EU diplomats said there was broad support among the 27 foreign ministers for asset freezes and travel bans on several Russian GRU military intelligence officials.
The EU also appeared slow off the mark when Turkish President Recep Tayyip Erdoğan decided to rips up the map of the eastern Mediterranean and send gas and oil exploration vessels into waters claimed by Greece.
Chinese President Xi Jinping continues to make his presence felt on the EU’s doorstep by extending his influence to the Balkans and ploughs ahead with his own economic and political objectives as the EU looks on.
Xi put EU leaders in their place last month when he told them his country did not need “an instructor” on human rights.
Even Europe’s transatlantic relationship looks shaky with Donald Trump dismissing the EU as “almost as bad as China, just smaller” before launching trade wars, imposing sanctions and threatening to pull out of NATO.
And Brussels also stands accused of failing to have the backbone to deal with strongmen leaders within the bloc itself with member states such as Poland, Hungary and Bulgaria appearing unconcerned about the threat of sanctions for breaching EU rules on democracy and judicial independence.
Unlike Hungary and Poland, Bulgaria has avoided formal action by promising changes and setting up bodies to combat graft and overhaul the judiciary but it has dragged its feet and was censured by the European Parliament last week.
Earlier, the European Commission criticised Bulgaria’s shortcomings on courts’ independence and the lack of senior officials jailed on corruption charges in its first report on rule of law in the EU.
Mr Kribbe acknowledged there was some recognition among EU leaders that the bloc needs to become a global player with Ursula von der Leyen describing her European Commission as “geopolitical”.
Meanwhile European Council president Charles Michel has previously declared: “Europe needs to be a player, not a playing field.”
Writing on the politico.eu website, Mr Kribbe said: “The EU doesn’t just need new tools. It needs a new mindset, strategic reflexes and the ethos of a “player.”
“It must grasp what it means to be a player — existentially and morally — and begin to reason like one.”
He continued: “Sadly, there is only limited evidence that this change is taking place. Brussels finds it hard to let go of its old self-image, in which it is not a player but a referee: responsible for upholding the international rules much like the United Nations.

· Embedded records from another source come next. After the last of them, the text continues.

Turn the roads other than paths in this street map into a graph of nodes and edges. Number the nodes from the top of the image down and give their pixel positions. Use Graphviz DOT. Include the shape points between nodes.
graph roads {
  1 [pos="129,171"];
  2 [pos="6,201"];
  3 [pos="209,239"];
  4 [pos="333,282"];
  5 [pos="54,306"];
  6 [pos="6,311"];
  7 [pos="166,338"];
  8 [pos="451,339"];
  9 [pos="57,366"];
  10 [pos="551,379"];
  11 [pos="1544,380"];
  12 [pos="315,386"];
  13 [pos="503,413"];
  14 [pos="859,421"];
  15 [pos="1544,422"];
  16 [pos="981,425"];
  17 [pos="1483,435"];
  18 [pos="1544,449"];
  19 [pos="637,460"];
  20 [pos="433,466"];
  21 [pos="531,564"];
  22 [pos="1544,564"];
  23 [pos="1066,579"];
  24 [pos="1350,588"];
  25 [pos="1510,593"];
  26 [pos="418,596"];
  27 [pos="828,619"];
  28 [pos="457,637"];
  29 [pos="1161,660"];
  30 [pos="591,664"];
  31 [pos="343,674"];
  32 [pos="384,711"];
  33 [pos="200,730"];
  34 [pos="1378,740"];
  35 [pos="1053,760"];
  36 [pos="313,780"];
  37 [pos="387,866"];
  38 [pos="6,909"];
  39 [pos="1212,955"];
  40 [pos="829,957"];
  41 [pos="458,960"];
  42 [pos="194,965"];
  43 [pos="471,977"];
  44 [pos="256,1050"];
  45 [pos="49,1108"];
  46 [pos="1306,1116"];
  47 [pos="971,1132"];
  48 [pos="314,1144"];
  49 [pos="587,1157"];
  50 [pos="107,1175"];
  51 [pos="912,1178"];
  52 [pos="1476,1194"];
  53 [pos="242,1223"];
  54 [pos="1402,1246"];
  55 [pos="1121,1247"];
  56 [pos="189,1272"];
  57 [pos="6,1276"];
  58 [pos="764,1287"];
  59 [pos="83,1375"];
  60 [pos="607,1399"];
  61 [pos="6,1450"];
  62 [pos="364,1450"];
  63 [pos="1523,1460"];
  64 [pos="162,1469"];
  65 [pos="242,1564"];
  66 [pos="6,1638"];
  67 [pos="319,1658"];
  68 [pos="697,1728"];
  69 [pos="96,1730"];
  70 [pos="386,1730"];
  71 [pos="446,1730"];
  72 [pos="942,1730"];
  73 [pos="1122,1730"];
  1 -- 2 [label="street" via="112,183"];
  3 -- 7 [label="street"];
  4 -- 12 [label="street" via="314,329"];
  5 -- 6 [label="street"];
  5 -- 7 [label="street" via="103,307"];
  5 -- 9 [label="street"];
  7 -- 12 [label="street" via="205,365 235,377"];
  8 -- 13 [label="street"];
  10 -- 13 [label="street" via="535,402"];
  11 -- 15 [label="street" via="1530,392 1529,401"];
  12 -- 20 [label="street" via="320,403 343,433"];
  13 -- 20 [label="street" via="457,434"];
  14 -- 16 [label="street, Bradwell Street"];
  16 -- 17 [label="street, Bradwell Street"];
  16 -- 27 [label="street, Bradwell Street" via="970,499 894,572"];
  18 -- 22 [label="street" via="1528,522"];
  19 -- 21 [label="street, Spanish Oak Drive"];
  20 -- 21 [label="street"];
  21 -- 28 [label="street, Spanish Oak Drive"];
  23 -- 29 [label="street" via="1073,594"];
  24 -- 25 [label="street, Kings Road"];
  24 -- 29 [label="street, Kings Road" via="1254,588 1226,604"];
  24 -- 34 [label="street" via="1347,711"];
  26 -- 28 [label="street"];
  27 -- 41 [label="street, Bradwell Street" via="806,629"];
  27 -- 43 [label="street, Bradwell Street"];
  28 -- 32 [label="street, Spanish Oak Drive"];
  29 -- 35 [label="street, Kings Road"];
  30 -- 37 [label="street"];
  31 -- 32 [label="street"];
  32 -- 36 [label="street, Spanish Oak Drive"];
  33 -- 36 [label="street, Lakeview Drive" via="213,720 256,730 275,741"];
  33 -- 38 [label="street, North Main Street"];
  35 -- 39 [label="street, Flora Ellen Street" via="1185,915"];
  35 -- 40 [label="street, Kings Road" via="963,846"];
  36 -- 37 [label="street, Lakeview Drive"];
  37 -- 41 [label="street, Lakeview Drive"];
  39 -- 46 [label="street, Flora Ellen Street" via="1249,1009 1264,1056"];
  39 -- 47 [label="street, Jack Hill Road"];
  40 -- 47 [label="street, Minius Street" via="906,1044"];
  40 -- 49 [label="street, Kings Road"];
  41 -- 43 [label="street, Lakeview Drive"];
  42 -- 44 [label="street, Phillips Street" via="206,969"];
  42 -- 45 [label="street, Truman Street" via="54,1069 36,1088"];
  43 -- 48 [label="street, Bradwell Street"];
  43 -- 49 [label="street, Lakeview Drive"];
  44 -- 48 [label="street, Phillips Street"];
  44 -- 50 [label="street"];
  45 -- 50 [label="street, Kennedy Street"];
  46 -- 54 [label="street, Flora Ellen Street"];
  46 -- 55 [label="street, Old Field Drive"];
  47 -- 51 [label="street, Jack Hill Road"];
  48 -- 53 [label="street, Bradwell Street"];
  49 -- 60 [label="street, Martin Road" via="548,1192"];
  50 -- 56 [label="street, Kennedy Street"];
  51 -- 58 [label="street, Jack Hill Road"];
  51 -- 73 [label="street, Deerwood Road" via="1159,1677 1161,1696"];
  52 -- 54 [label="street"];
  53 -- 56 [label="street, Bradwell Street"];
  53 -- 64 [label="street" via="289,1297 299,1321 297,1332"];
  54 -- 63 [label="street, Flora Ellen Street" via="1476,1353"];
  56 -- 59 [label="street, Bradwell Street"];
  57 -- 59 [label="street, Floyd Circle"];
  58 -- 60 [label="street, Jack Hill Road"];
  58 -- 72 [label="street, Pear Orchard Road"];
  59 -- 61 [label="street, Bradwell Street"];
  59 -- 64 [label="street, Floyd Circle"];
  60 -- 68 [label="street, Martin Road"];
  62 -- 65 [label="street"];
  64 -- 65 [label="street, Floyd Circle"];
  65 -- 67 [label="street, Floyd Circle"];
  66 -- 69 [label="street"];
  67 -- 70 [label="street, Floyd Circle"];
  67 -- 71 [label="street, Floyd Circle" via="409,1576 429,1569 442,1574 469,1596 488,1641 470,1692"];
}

“Some politicians appear to believe Europe pursues global power simply to become a more potent referee, dishing out more yellow and red cards to felons.
“This is what the EU claims to be doing in Belarus, or when Brazil’s strongman Jair Bolsonaro fails to put out the fires in the Amazon.
“If this is the EU’s best answer to its strongman predicament, it carries the whiff of self-delusion.”